**What you should do:** Every line with the string "main" must be copied from the entries below.

Stored data
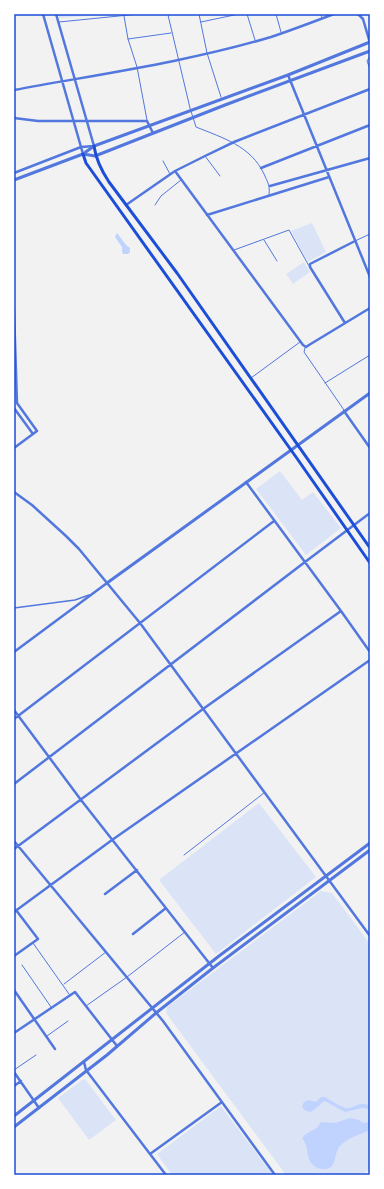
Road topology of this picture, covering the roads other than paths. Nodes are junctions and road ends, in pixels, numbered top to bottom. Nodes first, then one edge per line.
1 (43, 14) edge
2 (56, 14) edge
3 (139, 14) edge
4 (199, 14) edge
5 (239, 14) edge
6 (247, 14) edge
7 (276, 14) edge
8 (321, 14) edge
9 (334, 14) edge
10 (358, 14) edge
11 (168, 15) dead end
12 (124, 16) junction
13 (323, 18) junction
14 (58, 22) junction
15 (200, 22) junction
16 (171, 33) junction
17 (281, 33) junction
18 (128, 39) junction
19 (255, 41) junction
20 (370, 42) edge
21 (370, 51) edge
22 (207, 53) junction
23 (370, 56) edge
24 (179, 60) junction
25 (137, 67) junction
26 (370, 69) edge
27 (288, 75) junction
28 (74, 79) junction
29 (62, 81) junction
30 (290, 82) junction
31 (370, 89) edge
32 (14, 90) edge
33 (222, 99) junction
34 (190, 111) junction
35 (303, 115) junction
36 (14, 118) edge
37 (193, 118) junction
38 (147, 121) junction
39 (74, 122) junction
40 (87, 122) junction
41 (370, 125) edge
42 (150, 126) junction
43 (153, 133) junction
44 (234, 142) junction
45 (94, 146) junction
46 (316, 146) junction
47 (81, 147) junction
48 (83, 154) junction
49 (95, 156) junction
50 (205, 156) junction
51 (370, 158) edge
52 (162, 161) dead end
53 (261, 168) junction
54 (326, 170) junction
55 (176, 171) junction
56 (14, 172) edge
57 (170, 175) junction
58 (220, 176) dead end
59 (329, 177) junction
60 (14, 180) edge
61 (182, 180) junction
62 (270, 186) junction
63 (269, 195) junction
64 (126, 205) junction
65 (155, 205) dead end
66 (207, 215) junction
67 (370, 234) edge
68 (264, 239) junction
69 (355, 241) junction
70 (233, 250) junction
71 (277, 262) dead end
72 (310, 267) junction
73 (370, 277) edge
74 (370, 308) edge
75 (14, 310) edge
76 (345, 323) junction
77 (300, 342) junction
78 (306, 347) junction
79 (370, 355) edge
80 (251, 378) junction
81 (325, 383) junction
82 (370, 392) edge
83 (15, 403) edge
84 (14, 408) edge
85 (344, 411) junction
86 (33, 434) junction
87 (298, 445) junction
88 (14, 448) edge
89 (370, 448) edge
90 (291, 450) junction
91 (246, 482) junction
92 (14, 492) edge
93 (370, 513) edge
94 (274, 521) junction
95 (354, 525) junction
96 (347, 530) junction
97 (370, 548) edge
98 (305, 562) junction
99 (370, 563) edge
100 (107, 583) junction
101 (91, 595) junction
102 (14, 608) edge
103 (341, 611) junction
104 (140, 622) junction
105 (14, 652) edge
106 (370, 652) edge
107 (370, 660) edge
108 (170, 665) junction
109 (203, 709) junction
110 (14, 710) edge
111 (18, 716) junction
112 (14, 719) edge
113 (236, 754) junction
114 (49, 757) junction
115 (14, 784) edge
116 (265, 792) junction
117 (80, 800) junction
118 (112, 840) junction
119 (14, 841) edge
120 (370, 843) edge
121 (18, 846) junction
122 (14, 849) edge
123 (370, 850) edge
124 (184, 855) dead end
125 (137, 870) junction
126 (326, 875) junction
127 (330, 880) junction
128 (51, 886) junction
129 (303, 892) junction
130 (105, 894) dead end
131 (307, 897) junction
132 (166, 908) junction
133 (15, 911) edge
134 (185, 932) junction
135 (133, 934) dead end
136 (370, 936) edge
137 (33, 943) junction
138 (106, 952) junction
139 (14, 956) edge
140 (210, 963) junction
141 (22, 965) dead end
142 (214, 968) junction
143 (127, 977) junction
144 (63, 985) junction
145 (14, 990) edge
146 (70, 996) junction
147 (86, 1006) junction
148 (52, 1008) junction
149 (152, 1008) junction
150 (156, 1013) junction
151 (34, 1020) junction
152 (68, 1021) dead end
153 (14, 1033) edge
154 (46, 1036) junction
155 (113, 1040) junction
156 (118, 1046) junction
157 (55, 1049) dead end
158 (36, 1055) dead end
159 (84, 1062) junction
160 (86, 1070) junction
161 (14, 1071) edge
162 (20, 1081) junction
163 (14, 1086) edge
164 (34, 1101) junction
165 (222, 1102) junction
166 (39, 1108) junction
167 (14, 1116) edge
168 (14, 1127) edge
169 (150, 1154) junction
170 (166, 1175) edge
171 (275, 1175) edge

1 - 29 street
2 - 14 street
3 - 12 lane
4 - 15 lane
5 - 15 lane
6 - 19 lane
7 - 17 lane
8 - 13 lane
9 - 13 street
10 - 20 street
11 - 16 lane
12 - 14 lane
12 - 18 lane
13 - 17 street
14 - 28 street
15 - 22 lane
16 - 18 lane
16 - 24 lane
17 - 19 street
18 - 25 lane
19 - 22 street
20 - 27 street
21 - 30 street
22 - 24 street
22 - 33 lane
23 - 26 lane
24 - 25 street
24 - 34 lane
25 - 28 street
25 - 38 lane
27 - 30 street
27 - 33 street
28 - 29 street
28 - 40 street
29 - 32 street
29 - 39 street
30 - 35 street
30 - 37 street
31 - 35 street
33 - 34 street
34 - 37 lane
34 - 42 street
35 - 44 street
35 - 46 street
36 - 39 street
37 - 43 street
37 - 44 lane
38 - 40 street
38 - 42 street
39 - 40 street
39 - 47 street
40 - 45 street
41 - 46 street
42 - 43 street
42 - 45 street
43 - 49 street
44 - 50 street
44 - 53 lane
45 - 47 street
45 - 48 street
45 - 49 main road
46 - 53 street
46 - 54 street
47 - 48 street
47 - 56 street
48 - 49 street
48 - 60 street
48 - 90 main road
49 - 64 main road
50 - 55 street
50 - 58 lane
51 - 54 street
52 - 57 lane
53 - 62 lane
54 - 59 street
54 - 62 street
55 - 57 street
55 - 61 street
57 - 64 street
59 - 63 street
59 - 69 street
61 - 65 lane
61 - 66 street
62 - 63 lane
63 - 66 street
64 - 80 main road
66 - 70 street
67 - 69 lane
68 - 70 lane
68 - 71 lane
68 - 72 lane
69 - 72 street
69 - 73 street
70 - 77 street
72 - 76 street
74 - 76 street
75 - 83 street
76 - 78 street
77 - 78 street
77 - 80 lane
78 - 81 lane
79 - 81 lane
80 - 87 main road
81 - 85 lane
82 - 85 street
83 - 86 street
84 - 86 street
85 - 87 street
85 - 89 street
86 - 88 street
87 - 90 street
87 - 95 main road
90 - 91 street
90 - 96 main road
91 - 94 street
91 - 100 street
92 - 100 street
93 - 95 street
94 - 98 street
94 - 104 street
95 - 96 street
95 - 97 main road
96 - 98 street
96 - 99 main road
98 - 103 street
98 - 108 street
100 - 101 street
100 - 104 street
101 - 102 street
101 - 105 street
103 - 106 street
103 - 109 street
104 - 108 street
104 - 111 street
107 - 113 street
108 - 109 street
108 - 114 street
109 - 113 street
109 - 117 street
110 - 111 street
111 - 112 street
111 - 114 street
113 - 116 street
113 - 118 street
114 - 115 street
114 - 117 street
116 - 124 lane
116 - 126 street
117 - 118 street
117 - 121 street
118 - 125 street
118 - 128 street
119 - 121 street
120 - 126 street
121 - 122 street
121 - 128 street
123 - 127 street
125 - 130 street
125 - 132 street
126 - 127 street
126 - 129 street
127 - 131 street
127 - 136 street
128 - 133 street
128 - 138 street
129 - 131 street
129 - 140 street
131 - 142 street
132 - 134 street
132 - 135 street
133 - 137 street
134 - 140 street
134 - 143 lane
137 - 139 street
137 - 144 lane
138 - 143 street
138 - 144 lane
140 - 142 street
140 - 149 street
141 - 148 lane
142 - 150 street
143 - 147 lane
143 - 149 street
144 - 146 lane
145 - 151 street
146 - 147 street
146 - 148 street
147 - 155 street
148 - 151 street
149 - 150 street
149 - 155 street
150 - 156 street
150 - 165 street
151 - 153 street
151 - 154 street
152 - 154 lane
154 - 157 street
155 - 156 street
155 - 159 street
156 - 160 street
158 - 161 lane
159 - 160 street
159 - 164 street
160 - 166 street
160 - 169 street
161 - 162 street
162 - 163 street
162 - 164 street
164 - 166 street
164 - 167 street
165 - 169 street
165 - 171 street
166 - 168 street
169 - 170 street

**Exercise result:**
45 - 49 main road
48 - 90 main road
49 - 64 main road
64 - 80 main road
80 - 87 main road
87 - 95 main road
90 - 96 main road
95 - 97 main road
96 - 99 main road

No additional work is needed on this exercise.